Stop letting them do this?

>I roll to befriend!
>"It doesn't work."

Enemy that doesn't speak a language they know
Undead
Demons

Have you tried making enemies that they won't want to befriend?

What's wrong with avoiding fights? Avoiding fights is smart: it means less resource loss and possibility of death, and you might make allies or learn new information of the dungeon.

That is not what they do. If they need, they hold them at blades edge and restart the befriending process.

Deamons and undead are good, that should be an obvious sign.

By all means i will let them do this whenever they can. But whenever an enemy MUST (storywise or for whatever reason) die, I want a better reason than: "I dont care what you rolled - It hits you, and it doesnt care that you tied it up" (assuming it is humanoid)

I have my evil grunts be spiteful, stupid, or backstabby. At knife point they either say "go to hell", give false information, or pretend to be friendly only to back stab 10minutes later

The ones that genuinely want to live run away asap and refuse to be friends with pathological peacehobos

No no, I said enemies that THEY don't want to befriend. Like a smooth talking lawyer type demon that is happy to befriend them- and will make it clear he will go on killing innocents for profit, friends or not.

>That is not what they do. If they need, they hold them at blades edge and restart the befriending process.

Stop running your NPCs like they're in a poorly-scripted video game. Instead, run them like they're actual, thinking beings. If someone broke into your house at night and "tried to befriend you", then pulled a knife on you when you "refused", would you instantly be willing to accompany him on his zany adventures, or would you try to kill him or escape the first instant that his guard was down?

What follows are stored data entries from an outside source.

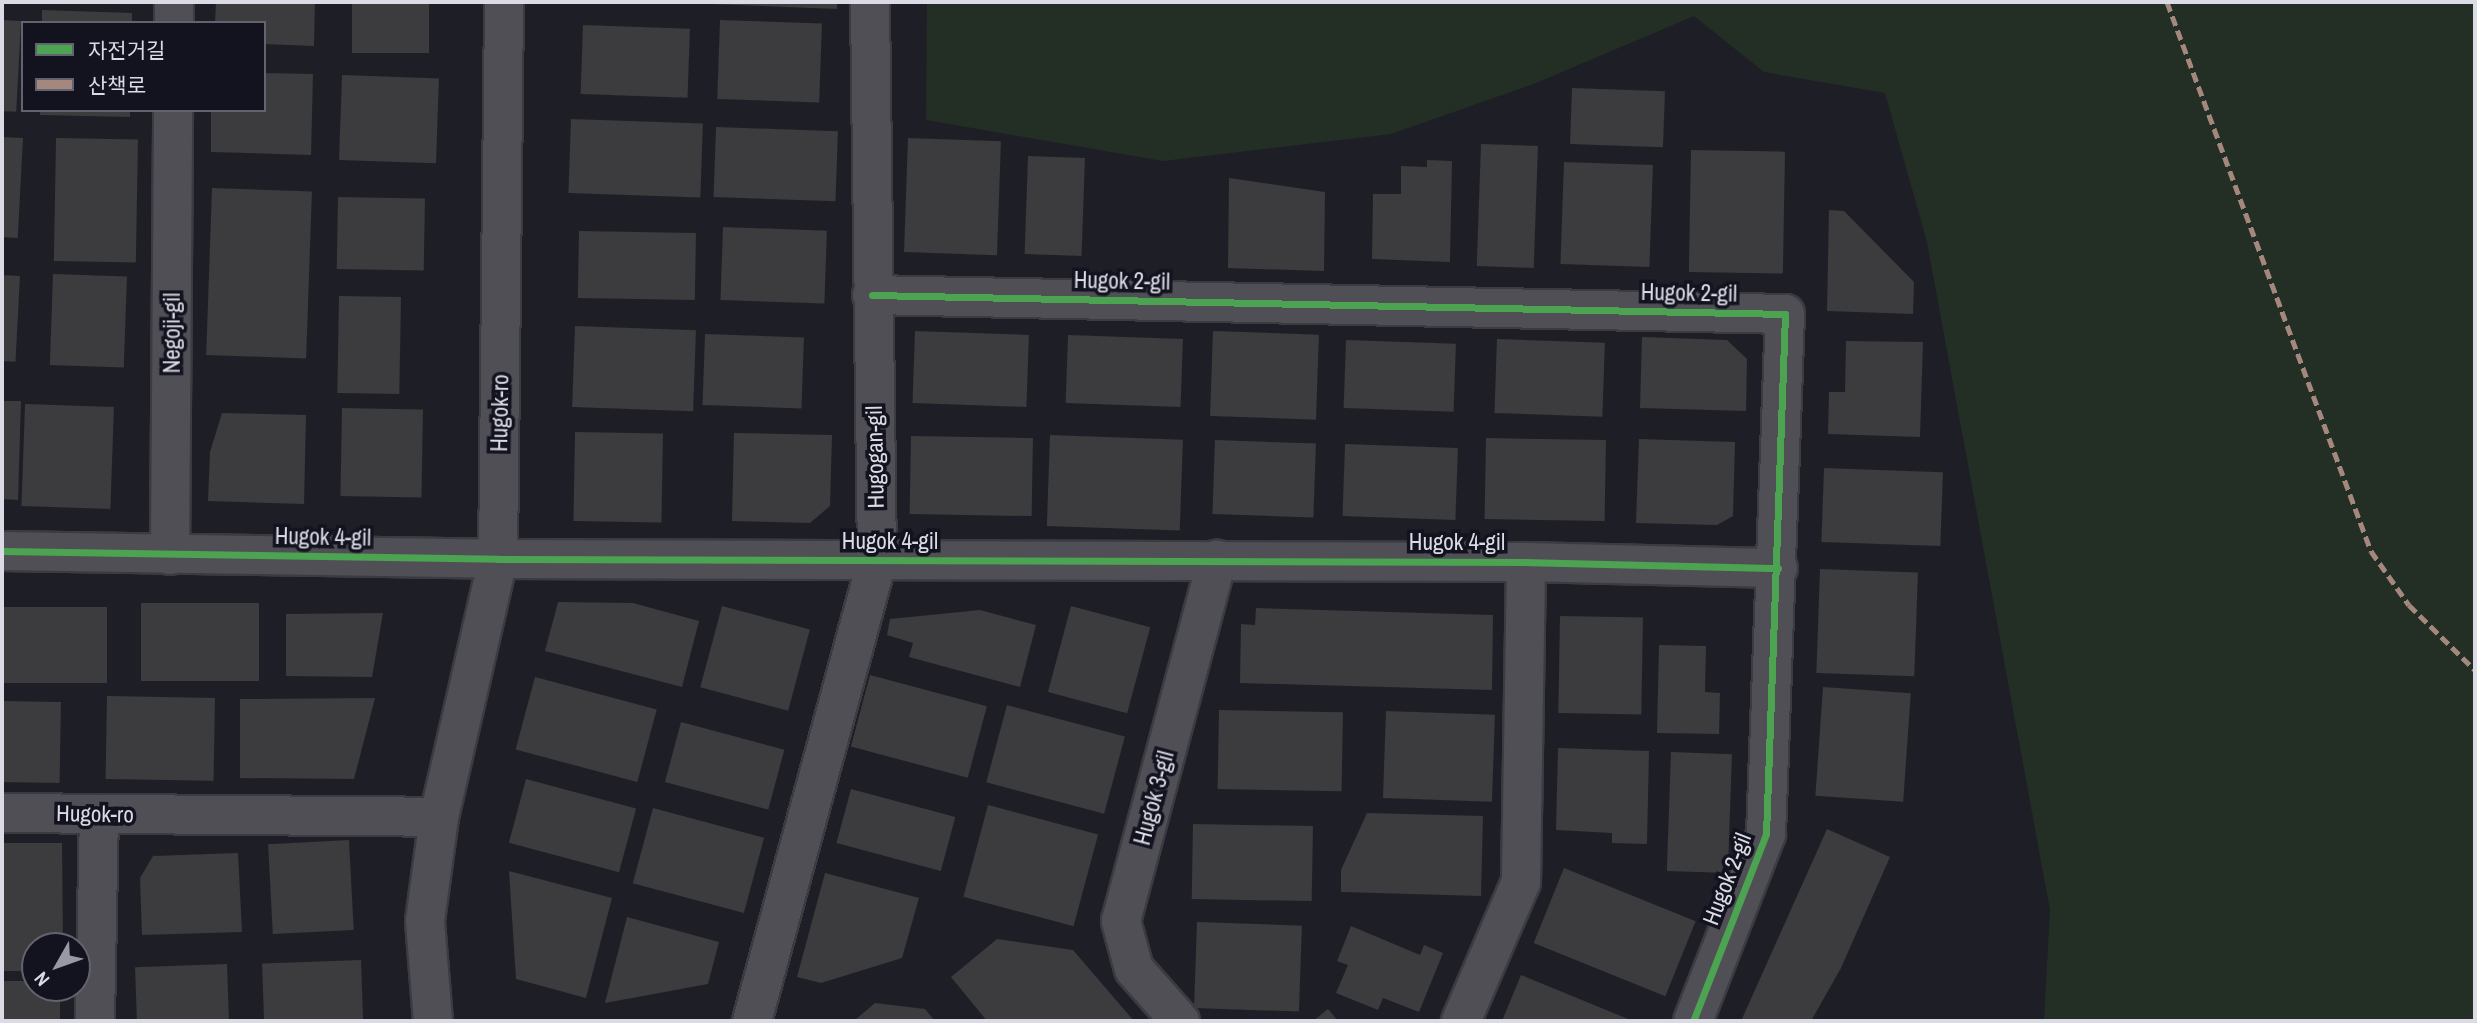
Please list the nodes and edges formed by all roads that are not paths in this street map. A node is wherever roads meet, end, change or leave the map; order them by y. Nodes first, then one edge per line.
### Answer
1 (174, 2) edge
2 (504, 2) edge
3 (870, 2) edge
4 (174, 21) edge
5 (173, 112) edge
6 (872, 295) junction
7 (2, 551) edge
8 (170, 555) junction
9 (498, 558) junction
10 (877, 560) junction
11 (1217, 560) junction
12 (1527, 562) junction
13 (1778, 568) junction
14 (2, 813) edge
15 (99, 814) junction
16 (439, 817) junction
17 (95, 1021) edge
18 (433, 1021) edge
19 (752, 1021) edge
20 (1180, 1021) edge
21 (1461, 1021) edge
22 (1693, 1021) edge

1 - 4 street
2 - 9 street, Hugok-ro
3 - 6 street, Hugogan-gil
5 - 8 street, Negoji-gil
6 - 10 street, Hugogan-gil
6 - 13 street, Hugok 2-gil
7 - 8 street, Hugok 4-gil
8 - 9 street, Hugok 4-gil
9 - 10 street, Hugok 4-gil
9 - 16 street, Hugok-ro
10 - 11 street, Hugok 4-gil
10 - 19 street, Hugogan-gil
11 - 12 street, Hugok 4-gil
11 - 20 street, Hugok 3-gil
12 - 13 street, Hugok 4-gil
12 - 21 street
13 - 22 street, Hugok 2-gil
14 - 15 street, Hugok-ro
15 - 16 street, Hugok-ro
15 - 17 street
16 - 18 street, Hugok-ro

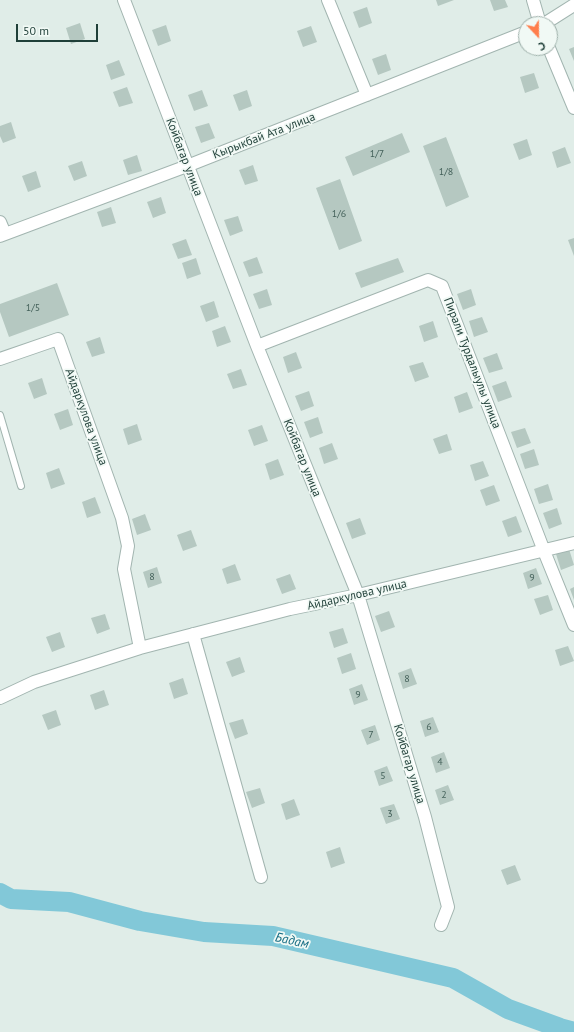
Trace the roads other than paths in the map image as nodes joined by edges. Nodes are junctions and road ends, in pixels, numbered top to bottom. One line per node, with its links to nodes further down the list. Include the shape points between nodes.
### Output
1 (124, 0): 11 (street, Койбагар улица)
2 (328, 0): 9 (street)
3 (533, 0): 5 (street)
4 (574, 4): 6 (street)
5 (538, 16)
6 (556, 16)
7 (518, 35): 9 (street, Кырыкбай Ата улица)
8 (552, 56): 10 (street)
9 (367, 95): 11 (street, Кырыкбай Ата улица)
10 (574, 108)
11 (187, 166): 13 (street, Кырыкбай Ата улица); 14 (street, Койбагар улица)
12 (0, 222): 13 (street)
13 (2, 235)
14 (257, 346): 19 (street, Пирали Турдалыулы улица, via 428,280 442,286); 20 (street, Койбагар улица)
15 (0, 359): 23 (street, Айдаркулова улица, via 58,339 122,518 128,546 124,569)
16 (0, 415): 17 (lane)
17 (21, 486)
18 (574, 543): 19 (street, Айдаркулова улица)
19 (544, 551): 20 (street, Айдаркулова улица); 21 (street, Пирали Турдалыулы улица)
20 (358, 595): 22 (street, Айдаркулова улица); 26 (street, Койбагар улица, via 426,817 448,907)
21 (574, 625)
22 (193, 634): 23 (street, Айдаркулова улица); 25 (street)
23 (140, 648): 24 (street, Айдаркулова улица, via 34,682)
24 (0, 698)
25 (261, 877)
26 (441, 925)

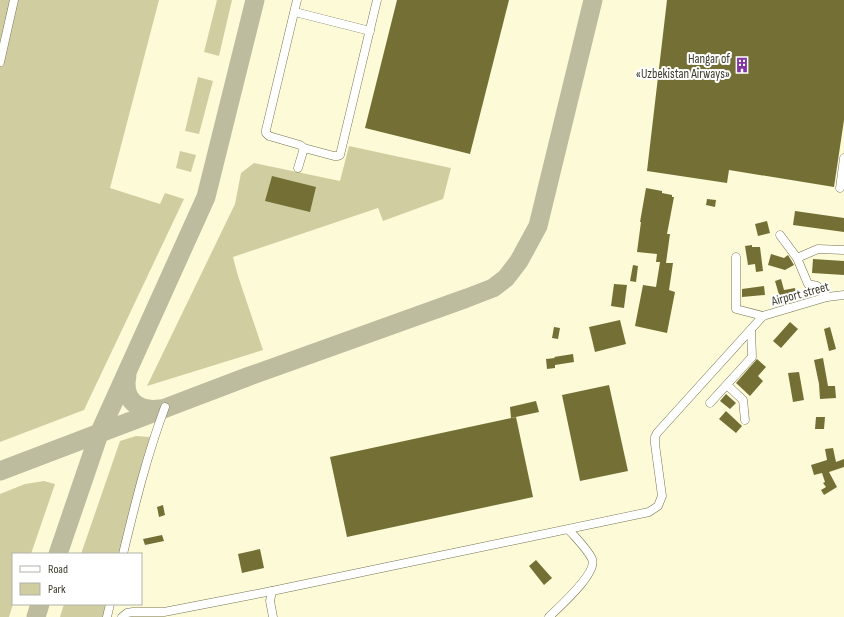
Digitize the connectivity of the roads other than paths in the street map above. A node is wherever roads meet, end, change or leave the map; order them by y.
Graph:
1 (14, 0) edge
2 (298, 0) edge
3 (377, 0) edge
4 (294, 12) junction
5 (370, 31) junction
6 (0, 62) edge
7 (304, 148) junction
8 (844, 158) edge
9 (298, 168) dead end
10 (840, 188) dead end
11 (780, 235) dead end
12 (844, 250) edge
13 (736, 257) dead end
14 (797, 258) junction
15 (844, 295) edge
16 (827, 297) junction
17 (763, 316) junction
18 (751, 330) junction
19 (727, 385) junction
20 (710, 403) dead end
21 (165, 407) dead end
22 (745, 420) dead end
23 (569, 530) junction
24 (123, 553) edge
25 (272, 591) junction
26 (110, 605) edge
27 (165, 614) edge
28 (107, 617) edge
29 (122, 617) edge
30 (273, 617) edge
31 (549, 617) edge

1 - 6 street
2 - 4 street
3 - 5 street
4 - 5 street
4 - 7 street
5 - 7 street
7 - 9 street
8 - 10 street
11 - 14 street
12 - 14 street
13 - 17 street
14 - 16 street
15 - 16 street, Аirport street
16 - 17 street, Аirport street
17 - 18 street
18 - 19 street
18 - 23 street
19 - 20 street
19 - 22 street
21 - 24 street
23 - 25 street
23 - 31 street
25 - 27 street
25 - 30 street
26 - 28 street
27 - 29 street

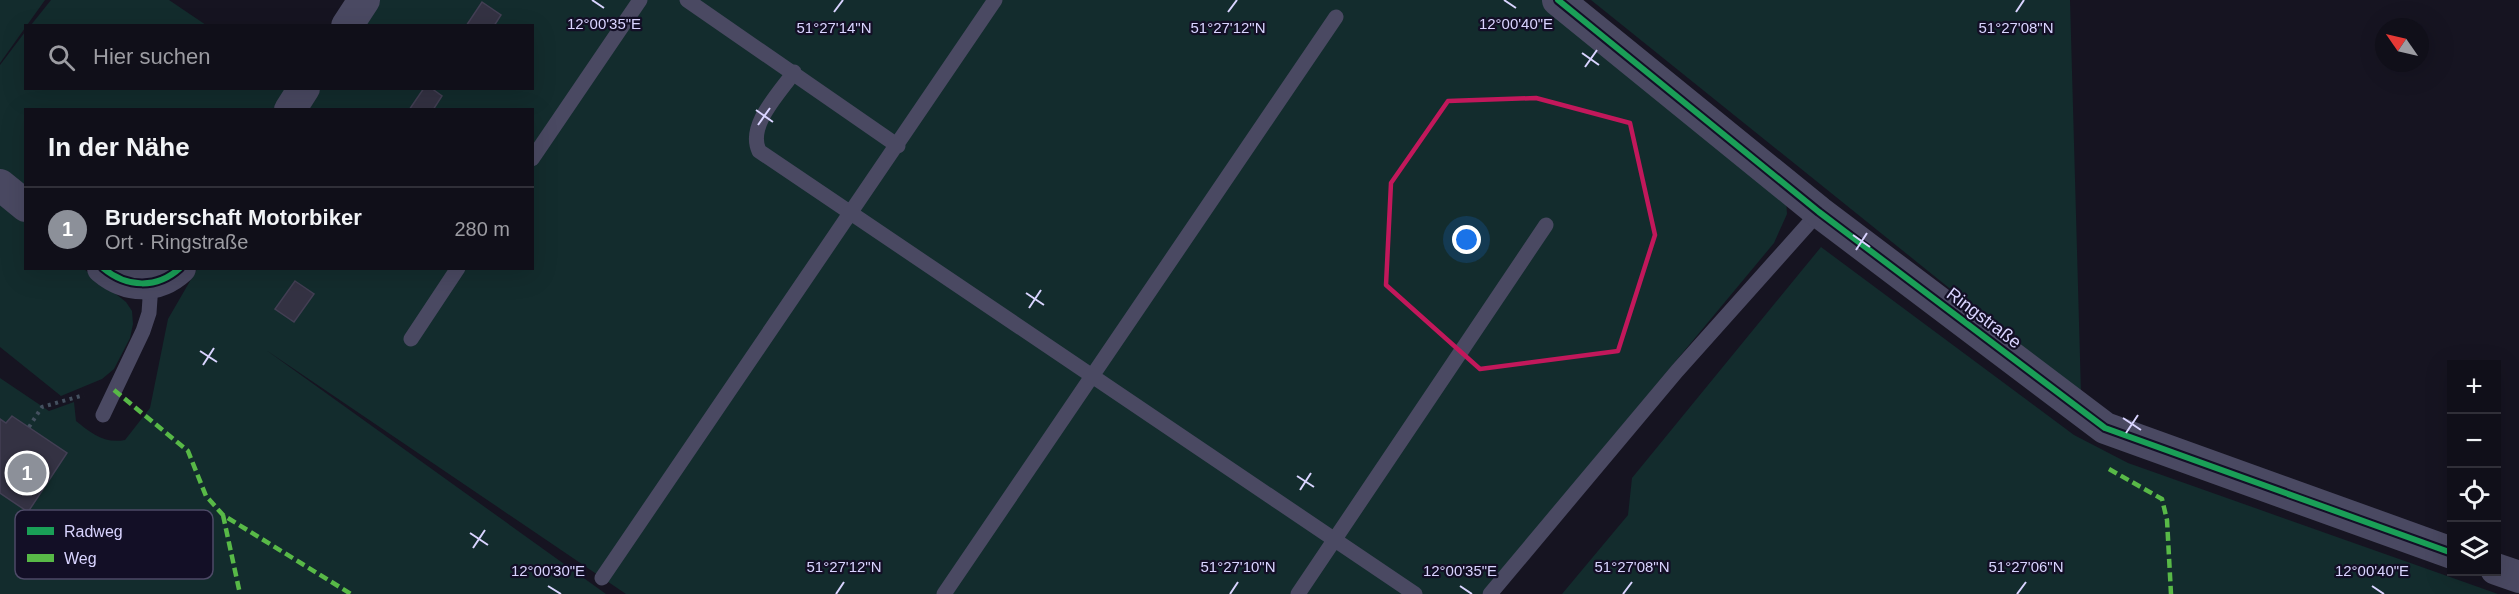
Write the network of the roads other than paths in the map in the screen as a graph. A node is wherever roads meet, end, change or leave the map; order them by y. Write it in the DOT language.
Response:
graph roads {
  1 [pos="364,0"];
  2 [pos="640,0"];
  3 [pos="687,0"];
  4 [pos="995,0"];
  5 [pos="1558,0"];
  6 [pos="1336,17"];
  7 [pos="348,24"];
  8 [pos="794,72"];
  9 [pos="303,90"];
  10 [pos="291,108"];
  11 [pos="898,146"];
  12 [pos="534,156"];
  13 [pos="0,185"];
  14 [pos="24,204"];
  15 [pos="1819,212"];
  16 [pos="850,215"];
  17 [pos="1546,225"];
  18 [pos="104,270"];
  19 [pos="178,270"];
  20 [pos="457,270"];
  21 [pos="151,284"];
  22 [pos="411,339"];
  23 [pos="1092,376"];
  24 [pos="103,415"];
  25 [pos="1334,540"];
  26 [pos="2447,552"];
  27 [pos="2501,571"];
  28 [pos="2519,577"];
  29 [pos="602,578"];
  30 [pos="944,594"];
  31 [pos="1298,594"];
  32 [pos="1415,594"];
  33 [pos="1490,594"];
  1 -- 7 [label="street"];
  2 -- 12 [label="lane"];
  3 -- 8 [label="lane"];
  4 -- 11 [label="lane"];
  5 -- 15 [label="street, Ringstraße"];
  6 -- 23 [label="lane"];
  8 -- 11 [label="lane"];
  8 -- 16 [label="lane"];
  9 -- 10 [label="street"];
  11 -- 16 [label="lane"];
  13 -- 14 [label="street"];
  15 -- 26 [label="street, Ringstraße"];
  15 -- 33 [label="lane"];
  16 -- 23 [label="lane"];
  16 -- 29 [label="lane"];
  17 -- 25 [label="lane"];
  18 -- 21 [label="street"];
  19 -- 21 [label="street"];
  20 -- 22 [label="lane"];
  21 -- 24 [label="lane"];
  23 -- 25 [label="lane"];
  23 -- 30 [label="lane"];
  25 -- 31 [label="lane"];
  25 -- 32 [label="lane"];
  27 -- 28 [label="street"];
}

So this is basically the opposite
of the problem most groups face.

I think trying to turn enemies into allies is perfectly acceptable. Personally it makes me feel warm amd fuzzy. It's a lot more fulfilling and heroic than just slaughtering everything that lifts a finger against them.

>becoming the whirling vortex of mind-warping power at the center of a hegemonizing swarm. All must serve! Let none die honorably today!

It's what I'd expect from a gross BBEG. But are they going to be the subtle, diplomatic, corrupting kind, or the straight up pseudo-telepathic kind?

Seconding demons and devils. They're literally made of evil, and (based on 3.5 lore) each one was an evil soul born in hell/the abyss as a dretch/lemure, who then had to fight their way up the ladder over the course of hundreds of years or millenia to reach their status as bearded devil/pit fiend/vrock/whatever. They're too far past the chance for redemption, but will gladly use it to manipulate the PCs into their plans.

Ok, misunderstanding and: great Idea!

Nobody said they would thereafter help them. Nobody said the PCs did attack them first.

What the PCs do is pretty cool and I dont want to change it. (In fact it is great and I had a lot of fun with this behaviour) I just want to be able to deal with it in a better way, when it should not work.
Stop trying to find the person who is guilty. Noone is. There isnt even a problem. I Just want to get better at what i am doing.

agreed! Its a cool thing they do.

You could expand on this in such a way where they could continue to befriend people the devils have corrupted and bring them to the light, so you're not just stomping on their good time, but they still have actual combat now and again.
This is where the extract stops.